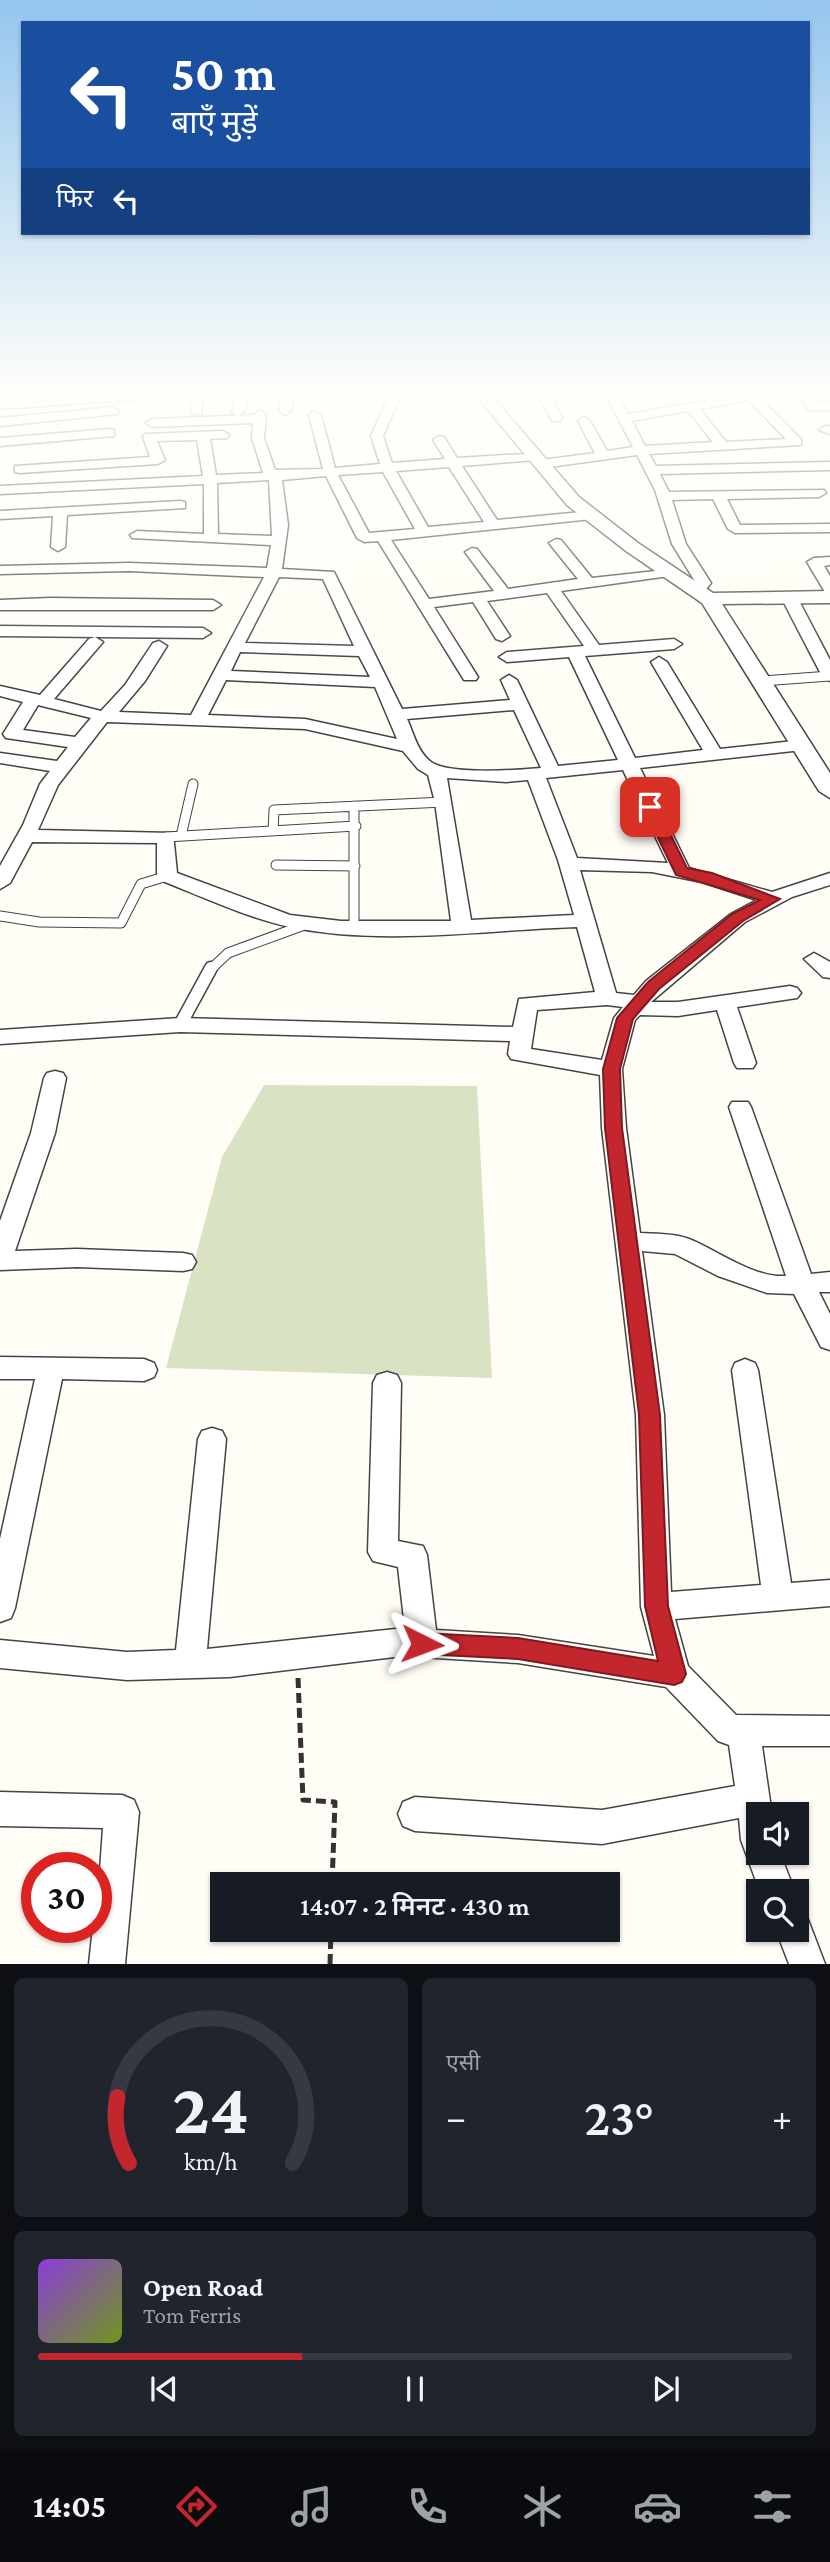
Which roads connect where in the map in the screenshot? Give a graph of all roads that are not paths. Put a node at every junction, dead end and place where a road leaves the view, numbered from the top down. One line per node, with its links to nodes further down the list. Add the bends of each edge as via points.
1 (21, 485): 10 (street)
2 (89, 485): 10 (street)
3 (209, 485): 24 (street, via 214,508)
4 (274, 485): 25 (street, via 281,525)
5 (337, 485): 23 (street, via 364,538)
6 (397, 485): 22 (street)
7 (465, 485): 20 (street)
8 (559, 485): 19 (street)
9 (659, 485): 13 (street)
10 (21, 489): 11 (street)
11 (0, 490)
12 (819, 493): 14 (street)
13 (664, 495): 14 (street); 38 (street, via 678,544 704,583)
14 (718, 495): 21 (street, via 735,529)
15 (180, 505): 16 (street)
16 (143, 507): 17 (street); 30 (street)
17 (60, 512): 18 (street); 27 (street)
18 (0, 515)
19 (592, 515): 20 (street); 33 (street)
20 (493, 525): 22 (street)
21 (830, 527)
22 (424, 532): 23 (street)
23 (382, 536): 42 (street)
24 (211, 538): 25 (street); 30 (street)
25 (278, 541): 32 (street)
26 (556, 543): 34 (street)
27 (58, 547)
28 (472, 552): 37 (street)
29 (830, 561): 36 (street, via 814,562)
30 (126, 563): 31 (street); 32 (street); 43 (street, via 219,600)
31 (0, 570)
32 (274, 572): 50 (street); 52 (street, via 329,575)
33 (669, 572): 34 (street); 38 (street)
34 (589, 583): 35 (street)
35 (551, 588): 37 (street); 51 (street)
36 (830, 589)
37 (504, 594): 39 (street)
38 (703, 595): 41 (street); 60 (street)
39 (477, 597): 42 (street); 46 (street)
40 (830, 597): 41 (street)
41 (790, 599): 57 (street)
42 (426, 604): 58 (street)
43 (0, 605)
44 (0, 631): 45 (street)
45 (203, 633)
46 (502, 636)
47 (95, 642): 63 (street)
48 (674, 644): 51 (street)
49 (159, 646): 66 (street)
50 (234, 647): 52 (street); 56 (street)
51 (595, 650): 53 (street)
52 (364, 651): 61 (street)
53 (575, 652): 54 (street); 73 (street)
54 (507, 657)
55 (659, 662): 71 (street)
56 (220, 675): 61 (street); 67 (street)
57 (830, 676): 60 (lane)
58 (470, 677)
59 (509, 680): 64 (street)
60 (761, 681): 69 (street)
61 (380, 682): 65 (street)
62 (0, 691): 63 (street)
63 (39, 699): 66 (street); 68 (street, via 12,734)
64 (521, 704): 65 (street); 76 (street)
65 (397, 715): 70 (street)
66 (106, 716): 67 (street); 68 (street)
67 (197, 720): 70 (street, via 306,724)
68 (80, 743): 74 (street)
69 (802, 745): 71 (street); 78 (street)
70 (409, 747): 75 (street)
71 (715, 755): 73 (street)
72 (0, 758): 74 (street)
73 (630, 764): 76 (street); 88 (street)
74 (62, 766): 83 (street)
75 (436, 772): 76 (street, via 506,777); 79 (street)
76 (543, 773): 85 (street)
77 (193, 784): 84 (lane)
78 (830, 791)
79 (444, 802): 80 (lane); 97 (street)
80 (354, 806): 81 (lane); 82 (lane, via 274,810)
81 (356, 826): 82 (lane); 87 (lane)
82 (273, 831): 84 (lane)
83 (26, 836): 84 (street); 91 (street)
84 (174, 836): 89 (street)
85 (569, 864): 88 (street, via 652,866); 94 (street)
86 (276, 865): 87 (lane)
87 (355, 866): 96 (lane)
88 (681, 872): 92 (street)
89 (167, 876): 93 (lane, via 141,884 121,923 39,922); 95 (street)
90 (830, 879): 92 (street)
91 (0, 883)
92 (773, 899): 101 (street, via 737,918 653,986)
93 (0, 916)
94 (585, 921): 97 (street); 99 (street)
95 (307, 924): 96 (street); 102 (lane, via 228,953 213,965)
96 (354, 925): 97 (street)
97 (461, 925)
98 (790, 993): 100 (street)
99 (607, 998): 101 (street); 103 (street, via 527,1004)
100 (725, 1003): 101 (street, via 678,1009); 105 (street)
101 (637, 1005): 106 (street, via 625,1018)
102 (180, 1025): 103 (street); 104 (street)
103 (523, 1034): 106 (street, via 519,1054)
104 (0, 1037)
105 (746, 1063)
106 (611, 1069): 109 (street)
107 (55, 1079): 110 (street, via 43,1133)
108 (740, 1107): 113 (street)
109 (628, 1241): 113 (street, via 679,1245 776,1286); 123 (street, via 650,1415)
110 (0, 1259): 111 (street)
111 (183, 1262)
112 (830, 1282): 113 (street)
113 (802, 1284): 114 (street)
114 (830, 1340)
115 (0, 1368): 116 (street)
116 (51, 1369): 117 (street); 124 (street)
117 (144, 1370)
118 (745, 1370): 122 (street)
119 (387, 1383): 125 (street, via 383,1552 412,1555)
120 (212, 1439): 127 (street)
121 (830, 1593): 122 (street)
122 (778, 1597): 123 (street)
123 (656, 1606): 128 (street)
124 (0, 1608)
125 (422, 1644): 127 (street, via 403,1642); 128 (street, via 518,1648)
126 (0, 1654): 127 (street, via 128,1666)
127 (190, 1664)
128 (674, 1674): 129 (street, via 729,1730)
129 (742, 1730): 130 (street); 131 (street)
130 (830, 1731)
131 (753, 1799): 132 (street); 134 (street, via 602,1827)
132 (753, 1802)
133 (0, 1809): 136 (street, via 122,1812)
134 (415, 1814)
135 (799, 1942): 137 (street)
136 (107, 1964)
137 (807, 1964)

○ ○ ○

▶ [Problem to solve]: Report each line of the material above where the word "lane" appears.

▶ [Response]:
57 (830, 676): 60 (lane)
77 (193, 784): 84 (lane)
79 (444, 802): 80 (lane); 97 (street)
80 (354, 806): 81 (lane); 82 (lane, via 274,810)
81 (356, 826): 82 (lane); 87 (lane)
82 (273, 831): 84 (lane)
86 (276, 865): 87 (lane)
87 (355, 866): 96 (lane)
89 (167, 876): 93 (lane, via 141,884 121,923 39,922); 95 (street)
95 (307, 924): 96 (street); 102 (lane, via 228,953 213,965)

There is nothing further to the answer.